** Opening Provided data block **

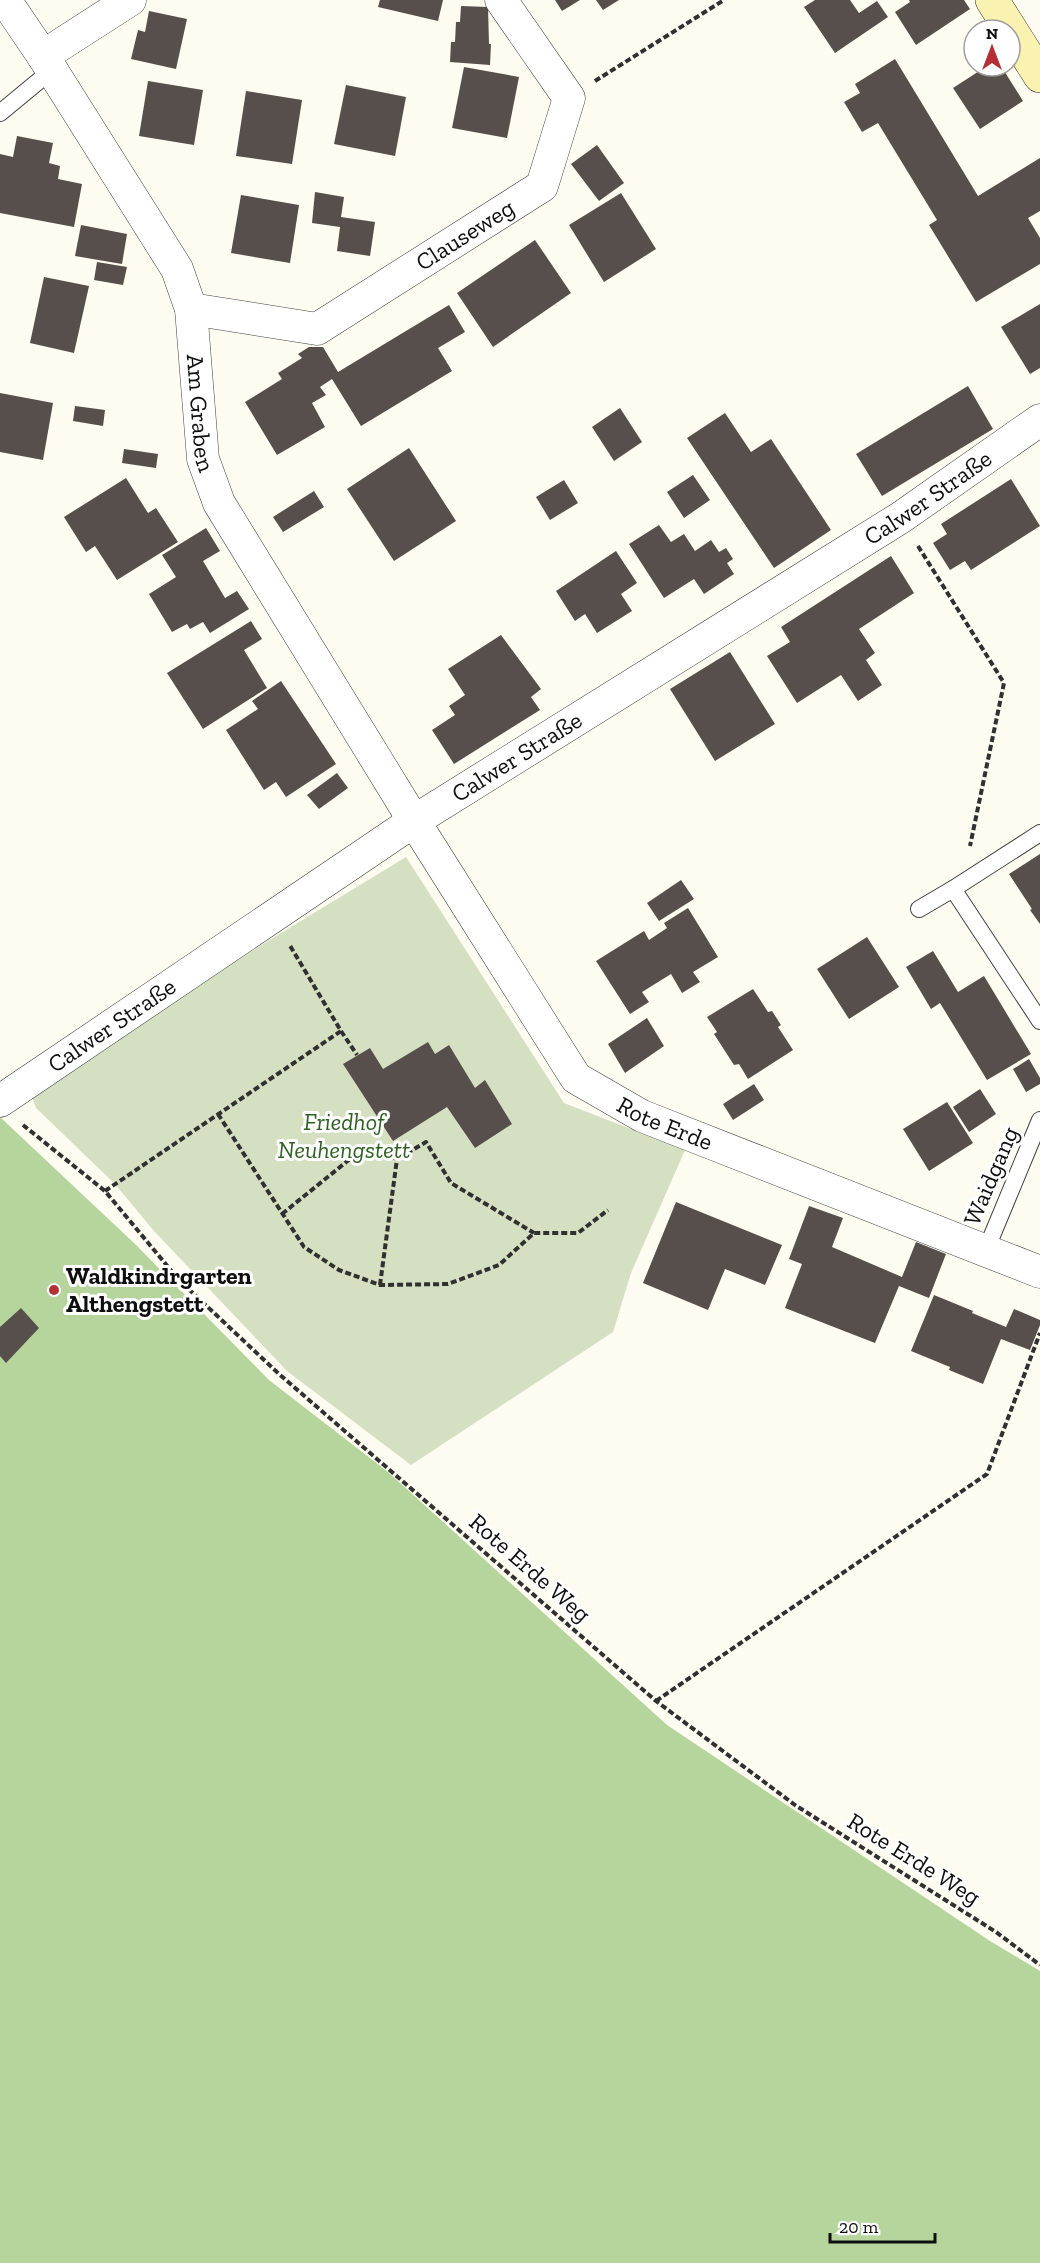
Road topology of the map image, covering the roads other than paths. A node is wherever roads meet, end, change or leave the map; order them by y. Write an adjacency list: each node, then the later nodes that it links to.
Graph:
1 (5, 0): 5 (street, Am Graben)
2 (130, 0): 5 (street)
3 (501, 0): 8 (street, Clauseweg)
4 (992, 0): 6 (street)
5 (48, 63): 7 (lane); 8 (street, Am Graben)
6 (1040, 76)
7 (0, 112)
8 (191, 309): 10 (street, Am Graben)
9 (1040, 420): 10 (street, Calwer Straße)
10 (414, 821): 15 (street, Calwer Straße); 17 (street, Rote Erde)
11 (1040, 833): 12 (lane)
12 (953, 889): 13 (lane); 14 (lane)
13 (920, 909)
14 (1040, 1021)
15 (0, 1101)
16 (1040, 1120): 17 (lane, Waidgang)
17 (986, 1250): 18 (street, Rote Erde)
18 (1040, 1272)

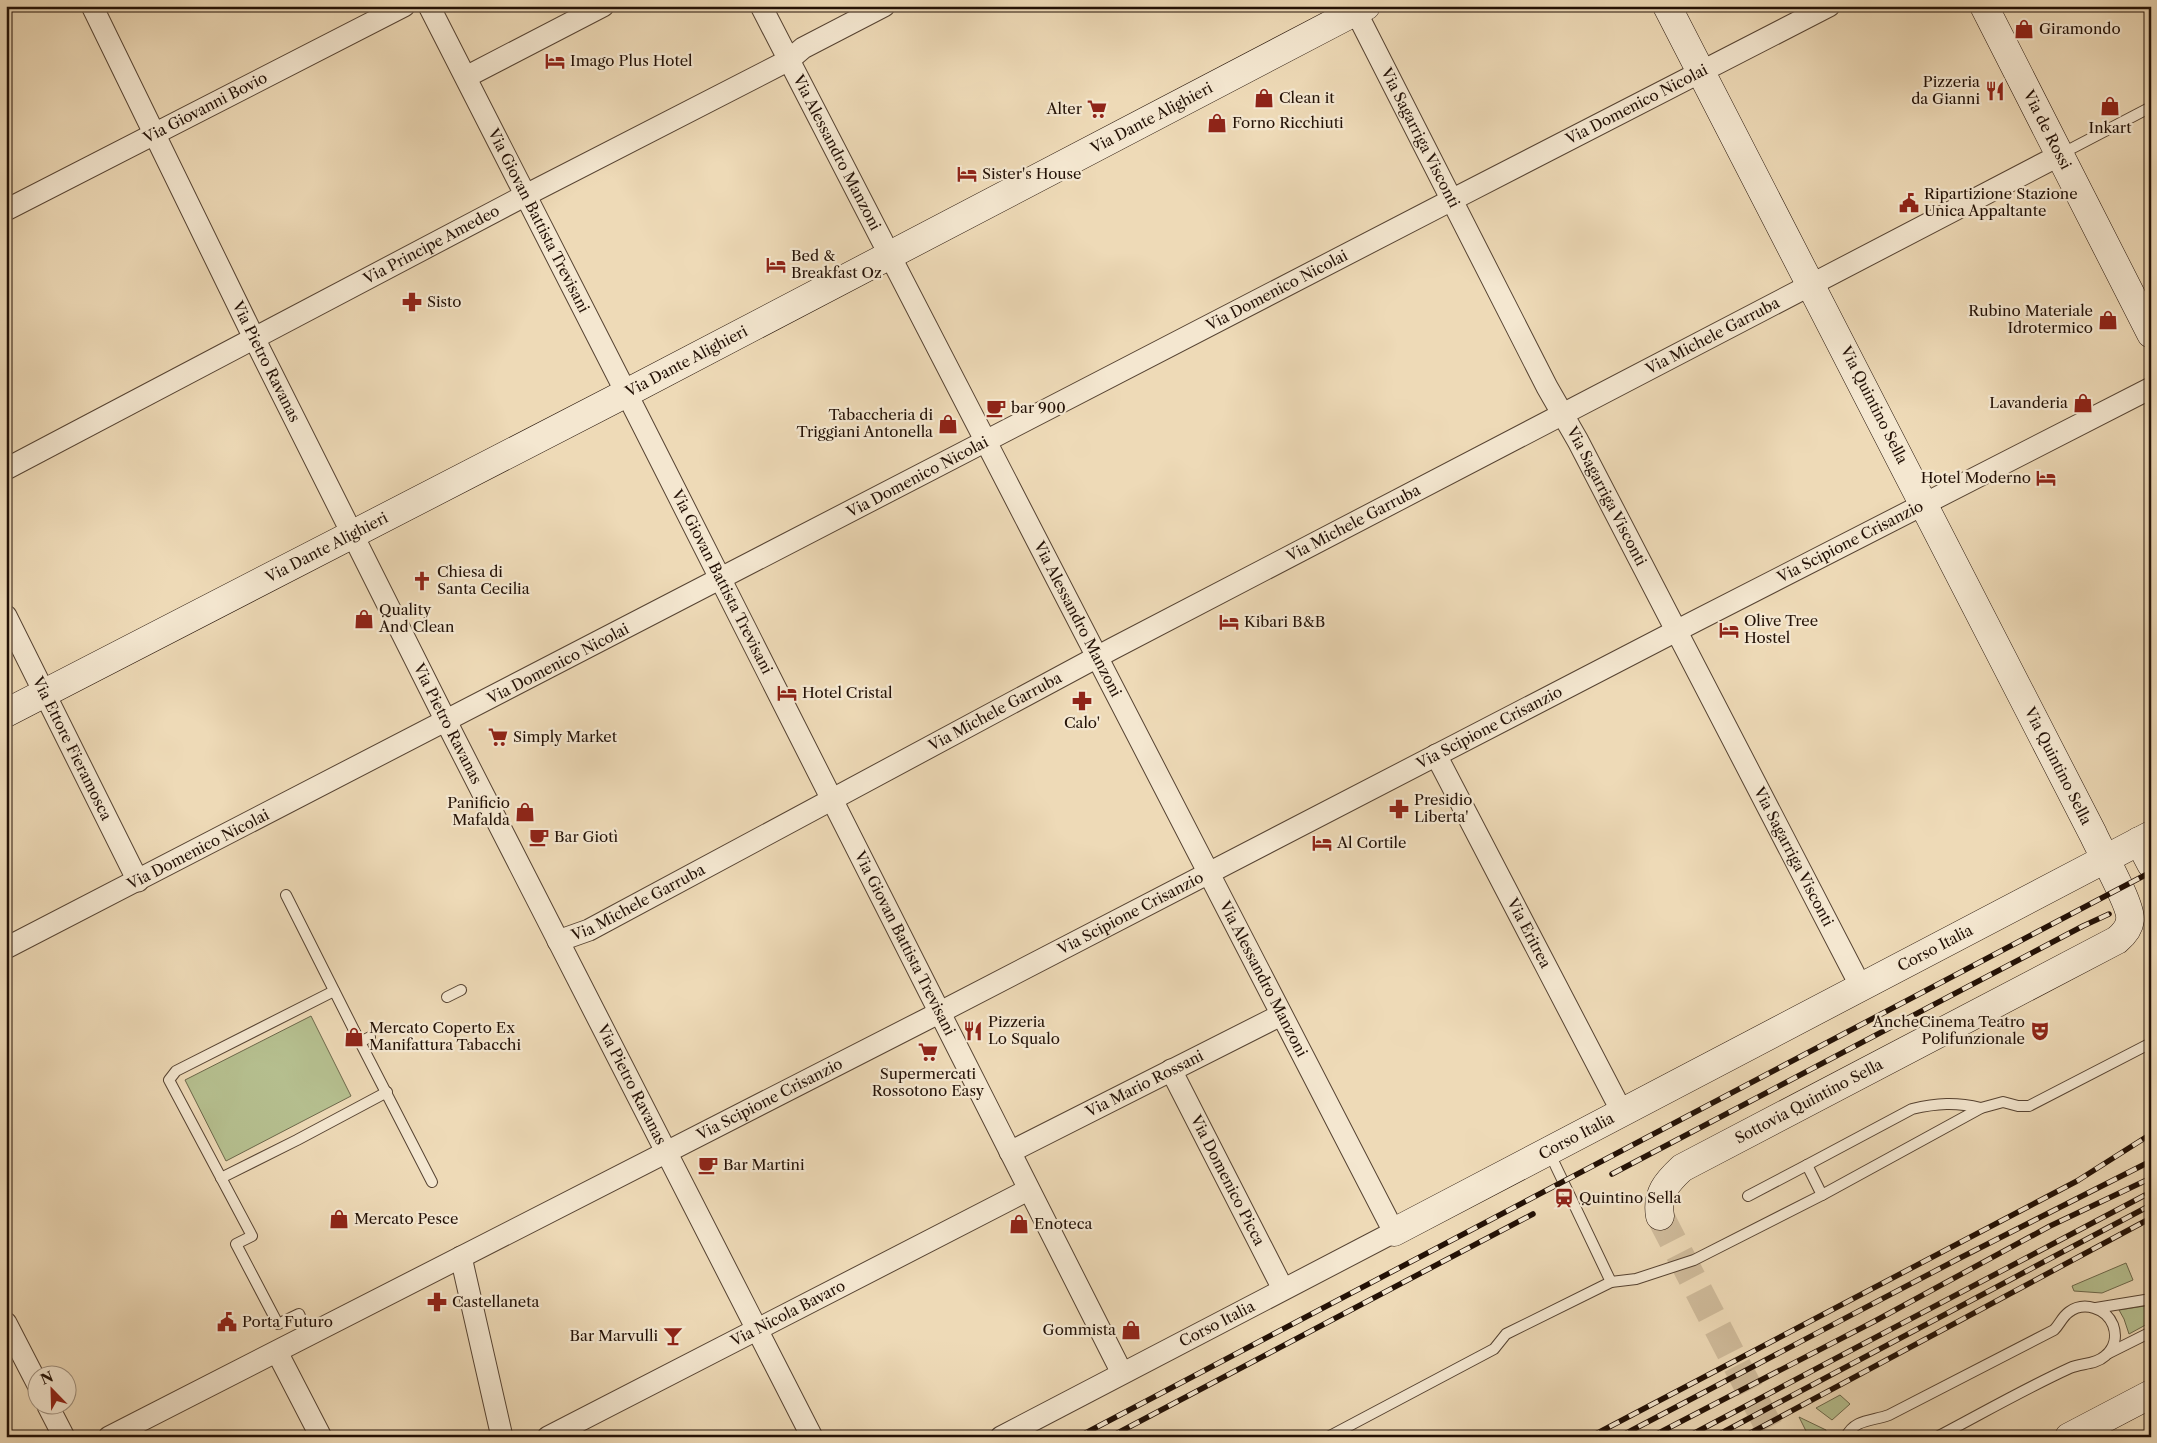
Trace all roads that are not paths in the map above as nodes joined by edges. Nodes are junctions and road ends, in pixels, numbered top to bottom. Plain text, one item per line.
1 (92, 6) edge
2 (404, 6) edge
3 (429, 6) edge
4 (603, 6) edge
5 (761, 6) edge
6 (884, 6) edge
7 (1667, 6) edge
8 (1829, 6) edge
9 (1984, 6) edge
10 (1358, 8) edge
11 (789, 60) junction
12 (1701, 71) junction
13 (466, 77) junction
14 (2151, 107) edge
15 (156, 134) junction
16 (2060, 155) junction
17 (526, 196) junction
18 (1451, 200) junction
19 (6, 210) edge
20 (889, 255) junction
21 (1811, 284) junction
22 (2151, 334) edge
23 (254, 338) junction
24 (2151, 388) edge
25 (626, 392) junction
26 (1562, 414) junction
27 (985, 441) junction
28 (6, 469) edge
29 (1925, 504) junction
30 (353, 534) junction
31 (721, 580) junction
32 (6, 616) edge
33 (1676, 630) junction
34 (1097, 658) junction
35 (45, 693) junction
36 (6, 713) edge
37 (447, 721) junction
38 (1436, 755) junction
39 (830, 800) junction
40 (2147, 847) edge
41 (2104, 859) junction
42 (1209, 873) junction
43 (138, 881) junction
44 (286, 895) dead end
45 (2151, 921) edge
46 (2117, 940) junction
47 (558, 941) junction
48 (6, 948) edge
49 (1861, 987) junction
50 (334, 990) junction
51 (460, 990) dead end
52 (447, 997) dead end
53 (939, 1013) junction
54 (1281, 1014) junction
55 (370, 1037) dead end
56 (360, 1042) junction
57 (2151, 1043) edge
58 (1171, 1070) junction
59 (386, 1092) junction
60 (1981, 1108) junction
61 (1622, 1112) junction
62 (667, 1150) junction
63 (1548, 1151) junction
64 (1010, 1152) junction
65 (1807, 1165) junction
66 (221, 1178) junction
67 (432, 1182) dead end
68 (1028, 1190) junction
69 (1822, 1195) junction
70 (1748, 1196) dead end
71 (1660, 1216) tunnel mouth
72 (1394, 1232) junction
73 (461, 1257) junction
74 (1611, 1282) junction
75 (1283, 1289) junction
76 (2151, 1299) edge
77 (2096, 1308) junction
78 (6, 1323) edge
79 (758, 1329) junction
80 (2151, 1332) edge
81 (309, 1336) junction
82 (277, 1352) junction
83 (2108, 1354) junction
84 (28, 1366) edge
85 (1122, 1373) junction
86 (2151, 1394) edge
87 (53, 1416) edge
88 (139, 1429) edge
89 (64, 1437) edge
90 (109, 1437) edge
91 (321, 1437) edge
92 (502, 1437) edge
93 (548, 1437) edge
94 (812, 1437) edge
95 (1001, 1437) edge
96 (1328, 1437) edge
97 (1846, 1437) edge
98 (1936, 1437) edge
99 (2068, 1437) edge

1 - 15 street, Via Pietro Ravanas
2 - 15 street, Via Giovanni Bovio
3 - 13 street, Via Giovan Battista Trevisani
4 - 13 street
5 - 11 street, Via Alessandro Manzoni
6 - 11 street, Via Principe Amedeo
7 - 12 street, Via Quintino Sella
8 - 12 street, Via Domenico Nicolai
9 - 16 street, Via de Rossi
10 - 18 street, Via Sagarriga Visconti
10 - 20 street, Via Dante Alighieri
11 - 17 street, Via Principe Amedeo
11 - 20 street, Via Alessandro Manzoni
12 - 18 street, Via Domenico Nicolai
12 - 21 street, Via Quintino Sella
13 - 17 street, Via Giovan Battista Trevisani
14 - 16 lane, Via Michele Garruba
15 - 19 street, Via Giovanni Bovio
15 - 23 street, Via Pietro Ravanas
16 - 21 street, Via Michele Garruba
16 - 22 street, Via de Rossi
17 - 23 street, Via Principe Amedeo
17 - 25 street, Via Giovan Battista Trevisani
18 - 26 street, Via Sagarriga Visconti
18 - 27 street, Via Domenico Nicolai
20 - 25 street, Via Dante Alighieri
20 - 27 street, Via Alessandro Manzoni
21 - 26 street, Via Michele Garruba
21 - 29 street, Via Quintino Sella
23 - 28 street, Via Principe Amedeo
23 - 30 street, Via Pietro Ravanas
24 - 29 street, Via Scipione Crisanzio
25 - 30 street, Via Dante Alighieri
25 - 31 street, Via Giovan Battista Trevisani
26 - 33 street, Via Sagarriga Visconti
26 - 34 street, Via Michele Garruba
27 - 31 street, Via Domenico Nicolai
27 - 34 street, Via Alessandro Manzoni
29 - 33 street, Via Scipione Crisanzio
29 - 41 street, Via Quintino Sella
30 - 35 street, Via Dante Alighieri
30 - 37 street, Via Pietro Ravanas
31 - 37 street, Via Domenico Nicolai
31 - 39 street, Via Giovan Battista Trevisani
32 - 35 street, Via Ettore Fieramosca
33 - 38 street, Via Scipione Crisanzio
33 - 49 street, Via Sagarriga Visconti
34 - 39 street, Via Michele Garruba
34 - 42 street, Via Alessandro Manzoni
35 - 36 street, Via Dante Alighieri
35 - 43 street, Via Ettore Fieramosca
37 - 43 street, Via Domenico Nicolai
37 - 47 street, Via Pietro Ravanas
38 - 42 street, Via Scipione Crisanzio
38 - 61 street, Via Eritrea
39 - 47 street, Via Michele Garruba
39 - 53 street, Via Giovan Battista Trevisani
40 - 41 street, Corso Italia
41 - 46 street
41 - 49 street, Corso Italia
42 - 53 street, Via Scipione Crisanzio
42 - 54 street, Via Alessandro Manzoni
43 - 48 street, Via Domenico Nicolai
44 - 50 lane
45 - 46 street, Sottovia Quintino Sella
46 - 71 street, Sottovia Quintino Sella
47 - 62 street, Via Pietro Ravanas
49 - 61 street, Corso Italia
50 - 56 lane
50 - 66 lane
51 - 52 lane
53 - 62 street, Via Scipione Crisanzio
53 - 64 street, Via Giovan Battista Trevisani
54 - 58 street, Via Mario Rossani
54 - 72 street, Via Alessandro Manzoni
55 - 56 lane
56 - 59 lane
57 - 60 lane
58 - 64 street, Via Mario Rossani
58 - 75 street, Via Domenico Picca
59 - 66 lane
59 - 67 lane
60 - 65 lane
60 - 69 lane
61 - 63 street, Corso Italia
62 - 73 street, Via Scipione Crisanzio
62 - 79 street, Via Pietro Ravanas
63 - 72 street, Corso Italia
63 - 74 lane
64 - 68 street, Via Giovan Battista Trevisani
65 - 69 lane
65 - 70 lane
66 - 81 lane
68 - 79 street, Via Nicola Bavaro
68 - 85 street, Via Giovan Battista Trevisani
69 - 74 lane
72 - 75 street, Corso Italia
73 - 81 street, Via Scipione Crisanzio
73 - 92 street
74 - 96 lane
75 - 85 street, Corso Italia
76 - 77 lane
77 - 83 lane
77 - 97 lane
78 - 84 street
79 - 93 street, Via Nicola Bavaro
79 - 94 street, Via Pietro Ravanas
80 - 83 lane
81 - 82 street, Via Scipione Crisanzio
82 - 88 street, Via Scipione Crisanzio
82 - 91 street
83 - 98 lane
85 - 95 street, Corso Italia
86 - 99 street
87 - 89 street
88 - 90 street, Via Scipione Crisanzio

** Closing Provided data block **

◆ How to complete this task
State the number of lines above that hold the string "Sella", with nothing added.

◆ Task result
6